-- Aim of the task --
Return the lines from the one containing "Write the network" to the end of the material, both end lines included, exactly and with nothing else.

··· Data for review ···

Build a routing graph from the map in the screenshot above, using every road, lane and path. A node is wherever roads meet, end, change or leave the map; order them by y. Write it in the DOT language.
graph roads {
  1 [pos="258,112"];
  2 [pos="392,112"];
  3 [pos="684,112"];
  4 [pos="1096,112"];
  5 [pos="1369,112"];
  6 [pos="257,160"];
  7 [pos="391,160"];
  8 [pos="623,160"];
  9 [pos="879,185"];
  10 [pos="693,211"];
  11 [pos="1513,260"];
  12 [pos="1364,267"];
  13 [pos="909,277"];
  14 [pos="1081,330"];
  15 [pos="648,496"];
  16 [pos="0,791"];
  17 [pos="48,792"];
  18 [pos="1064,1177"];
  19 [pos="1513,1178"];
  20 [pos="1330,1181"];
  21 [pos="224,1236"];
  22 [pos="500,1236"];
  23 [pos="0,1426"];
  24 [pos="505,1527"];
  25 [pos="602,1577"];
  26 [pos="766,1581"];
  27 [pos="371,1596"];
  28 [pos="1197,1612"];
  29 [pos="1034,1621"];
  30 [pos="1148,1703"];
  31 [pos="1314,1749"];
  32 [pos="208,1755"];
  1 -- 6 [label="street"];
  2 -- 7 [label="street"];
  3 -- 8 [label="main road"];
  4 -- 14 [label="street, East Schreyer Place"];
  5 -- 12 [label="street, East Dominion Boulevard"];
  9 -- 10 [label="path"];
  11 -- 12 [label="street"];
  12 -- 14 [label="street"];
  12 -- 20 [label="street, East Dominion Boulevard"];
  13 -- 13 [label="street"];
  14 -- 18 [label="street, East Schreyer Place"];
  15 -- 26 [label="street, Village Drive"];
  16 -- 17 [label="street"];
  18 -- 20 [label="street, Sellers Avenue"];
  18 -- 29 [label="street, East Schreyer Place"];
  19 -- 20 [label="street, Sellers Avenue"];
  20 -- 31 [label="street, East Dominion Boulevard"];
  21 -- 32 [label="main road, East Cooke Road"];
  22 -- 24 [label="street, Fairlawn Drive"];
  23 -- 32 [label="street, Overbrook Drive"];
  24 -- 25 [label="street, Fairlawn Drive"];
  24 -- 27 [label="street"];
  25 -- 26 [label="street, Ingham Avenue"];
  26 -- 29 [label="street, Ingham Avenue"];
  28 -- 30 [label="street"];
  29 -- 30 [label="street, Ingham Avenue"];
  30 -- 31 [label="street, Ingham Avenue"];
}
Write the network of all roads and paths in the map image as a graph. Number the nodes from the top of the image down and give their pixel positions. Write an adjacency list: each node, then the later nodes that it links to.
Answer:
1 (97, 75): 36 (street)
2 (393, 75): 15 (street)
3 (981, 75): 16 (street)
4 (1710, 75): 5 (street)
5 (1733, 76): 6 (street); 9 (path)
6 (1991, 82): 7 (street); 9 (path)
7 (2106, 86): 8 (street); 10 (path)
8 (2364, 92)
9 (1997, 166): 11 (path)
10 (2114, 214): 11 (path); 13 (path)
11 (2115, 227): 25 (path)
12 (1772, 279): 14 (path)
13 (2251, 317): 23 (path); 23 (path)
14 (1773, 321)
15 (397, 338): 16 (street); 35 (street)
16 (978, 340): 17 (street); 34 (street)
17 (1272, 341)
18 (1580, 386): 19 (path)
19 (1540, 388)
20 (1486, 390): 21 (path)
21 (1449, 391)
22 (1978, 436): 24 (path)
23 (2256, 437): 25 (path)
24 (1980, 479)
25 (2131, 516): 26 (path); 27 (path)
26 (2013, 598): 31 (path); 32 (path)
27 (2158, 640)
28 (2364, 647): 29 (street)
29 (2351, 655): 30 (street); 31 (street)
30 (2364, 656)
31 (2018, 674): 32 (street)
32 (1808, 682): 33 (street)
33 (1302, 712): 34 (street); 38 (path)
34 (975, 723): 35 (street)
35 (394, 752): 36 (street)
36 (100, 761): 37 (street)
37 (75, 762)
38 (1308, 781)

···

-- Answer space --
Write the network of all roads and paths in the map image as a graph. Number the nodes from the top of the image down and give their pixel positions. Write an adjacency list: each node, then the later nodes that it links to.
Answer:
1 (97, 75): 36 (street)
2 (393, 75): 15 (street)
3 (981, 75): 16 (street)
4 (1710, 75): 5 (street)
5 (1733, 76): 6 (street); 9 (path)
6 (1991, 82): 7 (street); 9 (path)
7 (2106, 86): 8 (street); 10 (path)
8 (2364, 92)
9 (1997, 166): 11 (path)
10 (2114, 214): 11 (path); 13 (path)
11 (2115, 227): 25 (path)
12 (1772, 279): 14 (path)
13 (2251, 317): 23 (path); 23 (path)
14 (1773, 321)
15 (397, 338): 16 (street); 35 (street)
16 (978, 340): 17 (street); 34 (street)
17 (1272, 341)
18 (1580, 386): 19 (path)
19 (1540, 388)
20 (1486, 390): 21 (path)
21 (1449, 391)
22 (1978, 436): 24 (path)
23 (2256, 437): 25 (path)
24 (1980, 479)
25 (2131, 516): 26 (path); 27 (path)
26 (2013, 598): 31 (path); 32 (path)
27 (2158, 640)
28 (2364, 647): 29 (street)
29 (2351, 655): 30 (street); 31 (street)
30 (2364, 656)
31 (2018, 674): 32 (street)
32 (1808, 682): 33 (street)
33 (1302, 712): 34 (street); 38 (path)
34 (975, 723): 35 (street)
35 (394, 752): 36 (street)
36 (100, 761): 37 (street)
37 (75, 762)
38 (1308, 781)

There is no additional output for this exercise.